Ferguson’s review was somewhat correct: she dedicated her life, body, and soul to men who often did not care about her in the romantic way that she wanted, and she was frequently cast aside throughout the process. However, this review will not criticize her sexuality—she is allowed to want sex, however much or little she wants it, and I have a lot of respect and admiration for a person who fearlessly goes after what they want. The problem becomes when people take advantage of people like Des Barres. This presents the glaring issue I have with I’m With the Band. It shouldn’t be a secret at this point that the rock scene in the 1960s and 70s had a massive issue with sexual abuse and dubious consent. Many groups during Des Barres’ life were literally children, often between the ages of 13-16, and in I’m With the Band Des Barres mentions groupies that were 13 and 14. Two of the men she has been in a relationship with, Mick Jagger and Jimmy Page, both have allegations for sleeping with minors. Famous people Des Barres hung around with, like Roman Polanski and Vito Pauleskas, were arrested for child sexual abuse.

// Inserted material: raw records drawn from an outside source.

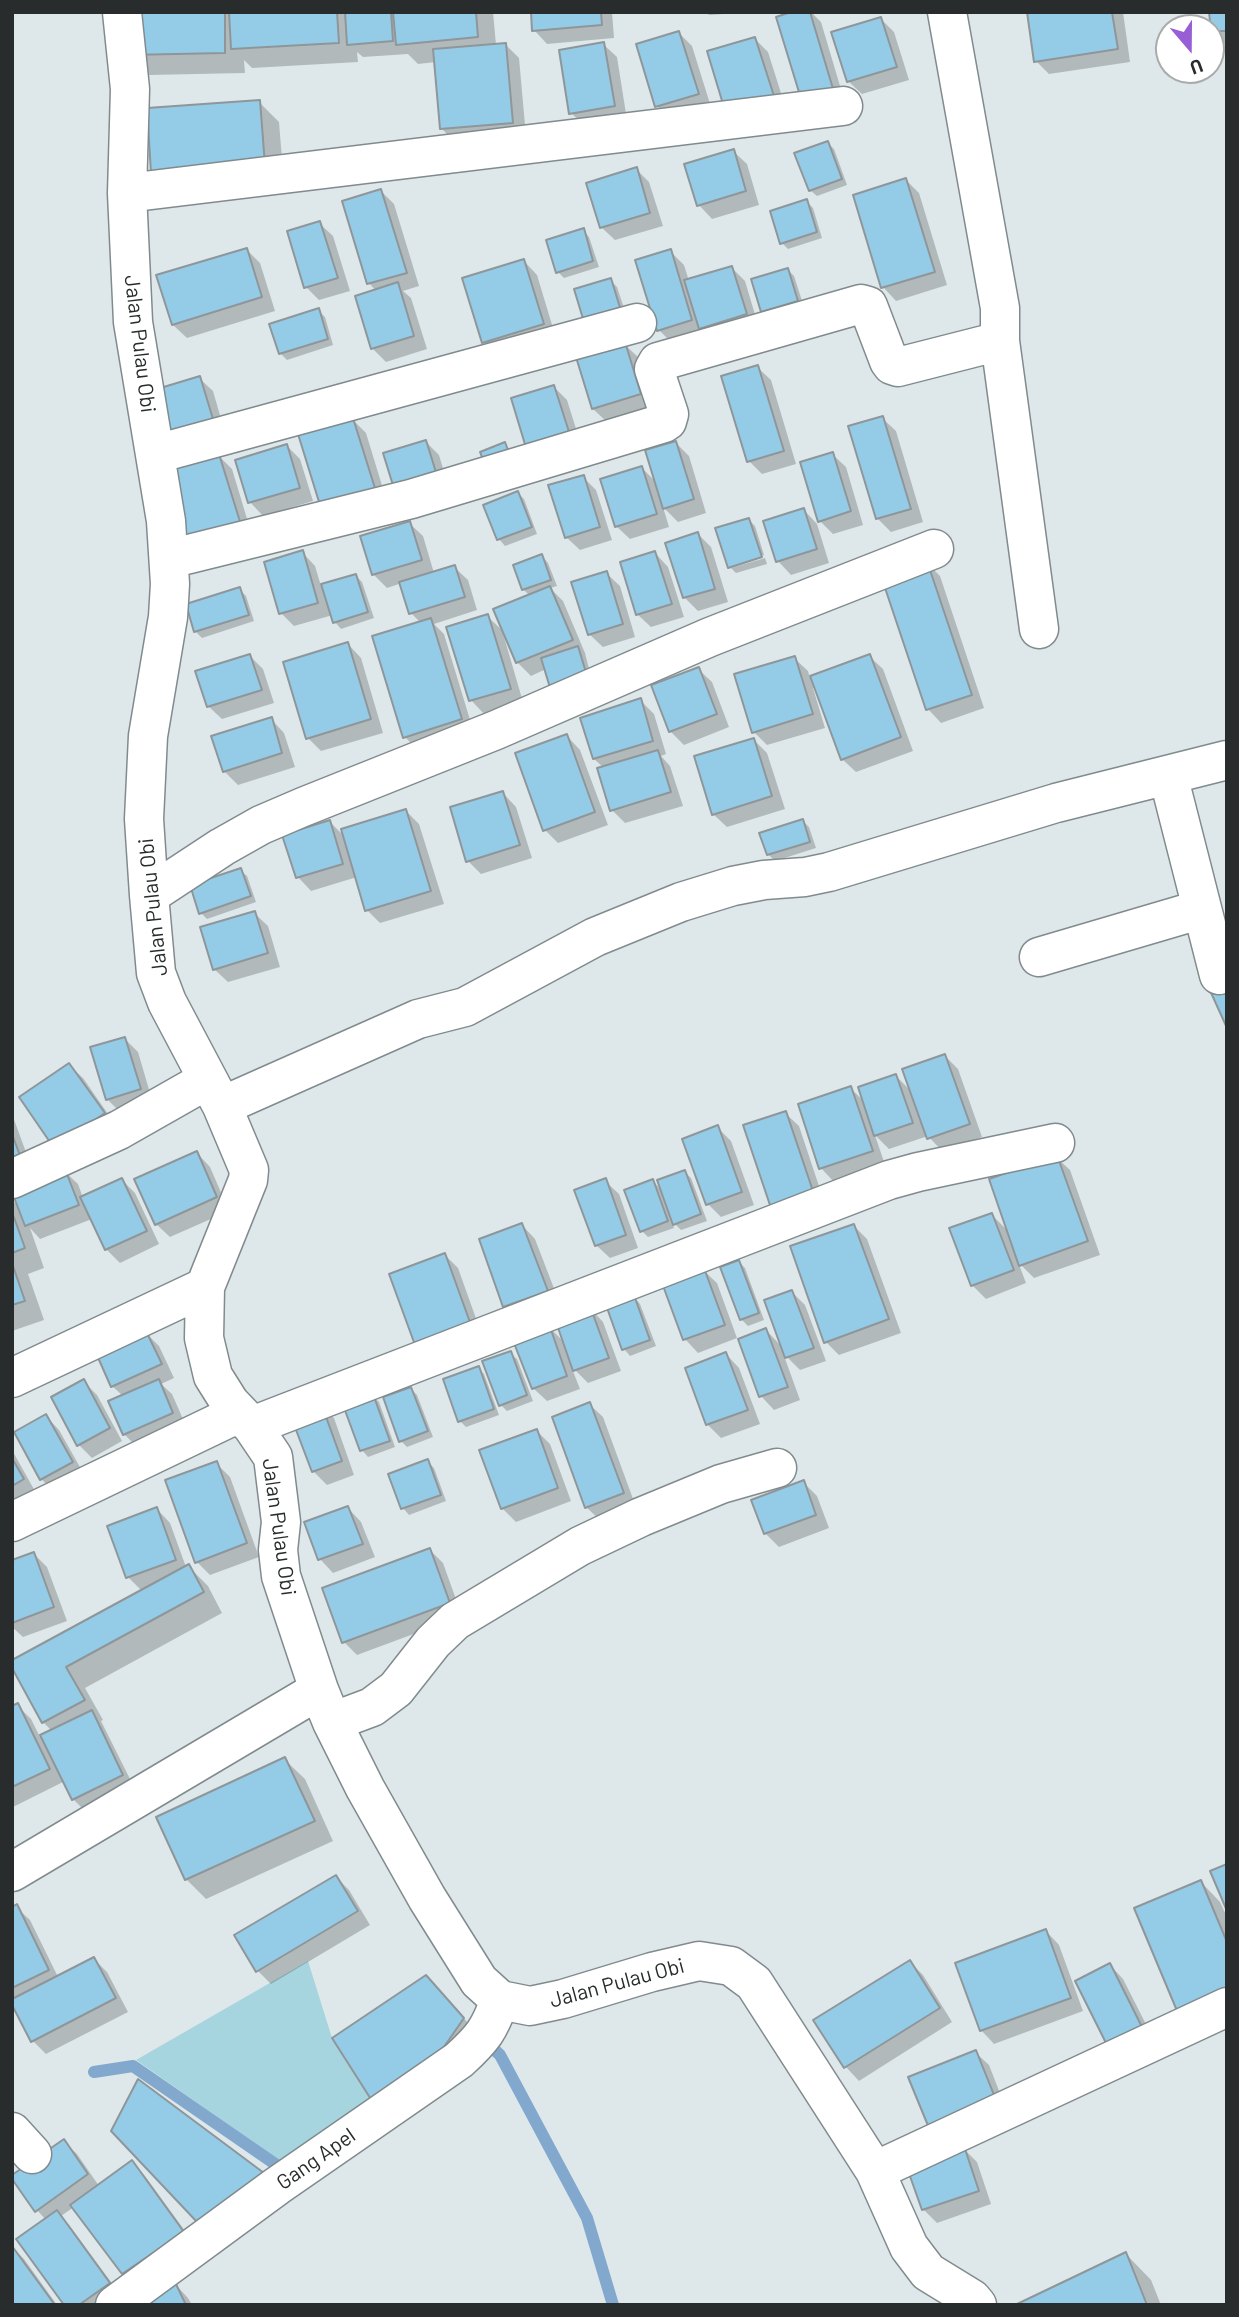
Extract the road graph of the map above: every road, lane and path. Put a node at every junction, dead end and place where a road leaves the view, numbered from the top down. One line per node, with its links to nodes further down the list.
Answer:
1 (122, 12): 4 (street, Jalan Pulau Obi)
2 (947, 12): 6 (street)
3 (843, 106): 4 (street)
4 (127, 193): 7 (street, Jalan Pulau Obi)
5 (637, 323): 7 (street)
6 (1000, 341): 9 (street); 10 (street)
7 (156, 454): 9 (street, Jalan Pulau Obi)
8 (934, 550): 13 (street)
9 (169, 559): 13 (street, Jalan Pulau Obi)
10 (1039, 629)
11 (1227, 760): 12 (street)
12 (1168, 775): 14 (street); 17 (street)
13 (149, 895): 17 (street, Jalan Pulau Obi)
14 (1202, 909): 15 (street); 16 (street)
15 (1039, 957)
16 (1219, 975)
17 (215, 1093): 19 (street); 20 (street, Jalan Pulau Obi)
18 (1055, 1143): 22 (street)
19 (12, 1179)
20 (205, 1287): 21 (street); 22 (street, Jalan Pulau Obi)
21 (12, 1378)
22 (246, 1420): 24 (street); 25 (street, Jalan Pulau Obi)
23 (777, 1468): 25 (street)
24 (12, 1522)
25 (326, 1706): 26 (street); 28 (street, Jalan Pulau Obi)
26 (12, 1872)
27 (1227, 2007): 29 (street)
28 (489, 2024): 29 (street, Jalan Pulau Obi); 30 (street, Gang Apel)
29 (875, 2171): 31 (street, Jalan Pulau Obi)
30 (115, 2305)
31 (976, 2305)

I’m With the Band left me feeling like a witness to a crime that nobody got punished for. I left the book feeling all kinds of complicated—it was like watching an abused person abuse other people. Most of all, it made me angry, angry enough to sit down and write a review for a book that is 40 years old. I wouldn’t have written this if I saw any discussion around this topic about the book. Most other reviews slutshame Des Barres or praise the book for allowing the reader to have an insight into the personal lives of rock stars. I do not want this book to go down in history like that. When predators like Pauleskas are allowed to go one with their careers unscathed, we as a society have failed his victims and have let people like him get away with their crimes. The reality is that I’m With the Band tells the story of children who were abused in the rock scene from the point-of-view from a woman who was a child abused in the rock scene. Within its pages are stories that should have been used in courtrooms to bring justice to children, mixed in with this absurd, dream-like life full of music, film, and celebrities. The book romanticizes the life that Des Barres led. I think it’s about time to stop viewing this era through nostalgic rose-colored glasses and putting these artists on a pedestal that they frankly do not deserve. People in the rock scene routinely took advantage of women and children, creating a predatory music scene that openly welcomed sexual relationships with children.

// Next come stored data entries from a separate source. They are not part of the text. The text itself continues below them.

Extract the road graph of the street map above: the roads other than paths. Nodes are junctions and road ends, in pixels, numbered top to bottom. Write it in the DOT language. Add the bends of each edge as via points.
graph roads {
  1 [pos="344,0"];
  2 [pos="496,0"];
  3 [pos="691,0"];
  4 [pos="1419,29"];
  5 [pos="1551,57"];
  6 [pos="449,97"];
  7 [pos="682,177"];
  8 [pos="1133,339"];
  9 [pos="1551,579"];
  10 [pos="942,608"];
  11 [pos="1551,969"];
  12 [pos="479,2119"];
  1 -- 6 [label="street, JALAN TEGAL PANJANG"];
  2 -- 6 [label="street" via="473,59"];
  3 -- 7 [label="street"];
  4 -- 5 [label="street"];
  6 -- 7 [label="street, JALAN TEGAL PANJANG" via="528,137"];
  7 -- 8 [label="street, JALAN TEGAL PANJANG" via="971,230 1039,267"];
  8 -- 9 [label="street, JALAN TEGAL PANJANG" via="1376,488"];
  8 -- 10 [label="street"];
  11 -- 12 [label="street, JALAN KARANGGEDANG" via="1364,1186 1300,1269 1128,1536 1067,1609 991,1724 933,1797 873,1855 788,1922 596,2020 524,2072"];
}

This book is still highly regarded today by teenagers who tag their selfies with “#coquette” or “#lana del rey,” and that scares me. I hope that children and teenagers sexually and romantically involved with grown adults can escape that situation and know that it is not normal or acceptable for adults to be attracted to children. As I have learned in my own life, there is a reason people like that don’t have partners their own age—and you shouldn’t trust them. In any relationship, regardless of age, there should be equal exchange and respect, and constant consent. Don’t get held up on people that don’t respect you, don’t ache for love from people that use you. You are worth more than your body and your looks. Women, you are worth more than your femininity or your sexuality—you are a human being.

In the end, there is a lot to respect about Des Barres. I admire her dedication, creativity, outgoing personality, and fearlessness. I was delighted by the fangirl stories she told and found myself relating to her often throughout the book. But my biggest feeling around the book is sadness and disappointment. I wish better for the young girl she was, and wish the world had more opportunities for women like her. I wish the 25-year-old in the book knew she was worth more beyond her looks, her body, and the expectations of domestic housewife life. I wish she and every young girl out there in a similar position could be free, in the biggest sense of the word. I wish that the children abused in this book got any justice for what happened to them, instead of their abusers being lifted to music god status in the decades following their abuse. The best thing we can do as music fans is hold predators accountable and never make excuses for their actions. Hopefully, this review can play a small part in that.